__WHAT IS EXPECTED__: In full and without deviation, reproduce the records that follow.

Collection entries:
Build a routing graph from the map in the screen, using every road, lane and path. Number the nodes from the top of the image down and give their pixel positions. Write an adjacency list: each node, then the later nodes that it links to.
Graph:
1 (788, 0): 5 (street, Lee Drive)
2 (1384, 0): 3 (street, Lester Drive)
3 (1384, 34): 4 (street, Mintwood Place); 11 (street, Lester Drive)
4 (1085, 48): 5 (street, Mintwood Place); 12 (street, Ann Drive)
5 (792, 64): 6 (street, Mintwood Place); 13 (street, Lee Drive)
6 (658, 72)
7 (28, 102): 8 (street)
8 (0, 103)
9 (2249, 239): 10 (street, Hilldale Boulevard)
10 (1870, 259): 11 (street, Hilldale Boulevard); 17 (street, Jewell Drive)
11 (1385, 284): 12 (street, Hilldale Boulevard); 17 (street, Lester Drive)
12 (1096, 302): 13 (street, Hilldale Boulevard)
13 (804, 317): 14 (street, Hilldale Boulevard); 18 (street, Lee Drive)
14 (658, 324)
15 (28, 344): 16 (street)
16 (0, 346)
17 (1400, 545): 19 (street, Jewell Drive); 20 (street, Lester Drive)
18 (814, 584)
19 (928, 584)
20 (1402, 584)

__SOLVED EXERCISE__:
Build a routing graph from the map in the screen, using every road, lane and path. Number the nodes from the top of the image down and give their pixel positions. Write an adjacency list: each node, then the later nodes that it links to.
Graph:
1 (788, 0): 5 (street, Lee Drive)
2 (1384, 0): 3 (street, Lester Drive)
3 (1384, 34): 4 (street, Mintwood Place); 11 (street, Lester Drive)
4 (1085, 48): 5 (street, Mintwood Place); 12 (street, Ann Drive)
5 (792, 64): 6 (street, Mintwood Place); 13 (street, Lee Drive)
6 (658, 72)
7 (28, 102): 8 (street)
8 (0, 103)
9 (2249, 239): 10 (street, Hilldale Boulevard)
10 (1870, 259): 11 (street, Hilldale Boulevard); 17 (street, Jewell Drive)
11 (1385, 284): 12 (street, Hilldale Boulevard); 17 (street, Lester Drive)
12 (1096, 302): 13 (street, Hilldale Boulevard)
13 (804, 317): 14 (street, Hilldale Boulevard); 18 (street, Lee Drive)
14 (658, 324)
15 (28, 344): 16 (street)
16 (0, 346)
17 (1400, 545): 19 (street, Jewell Drive); 20 (street, Lester Drive)
18 (814, 584)
19 (928, 584)
20 (1402, 584)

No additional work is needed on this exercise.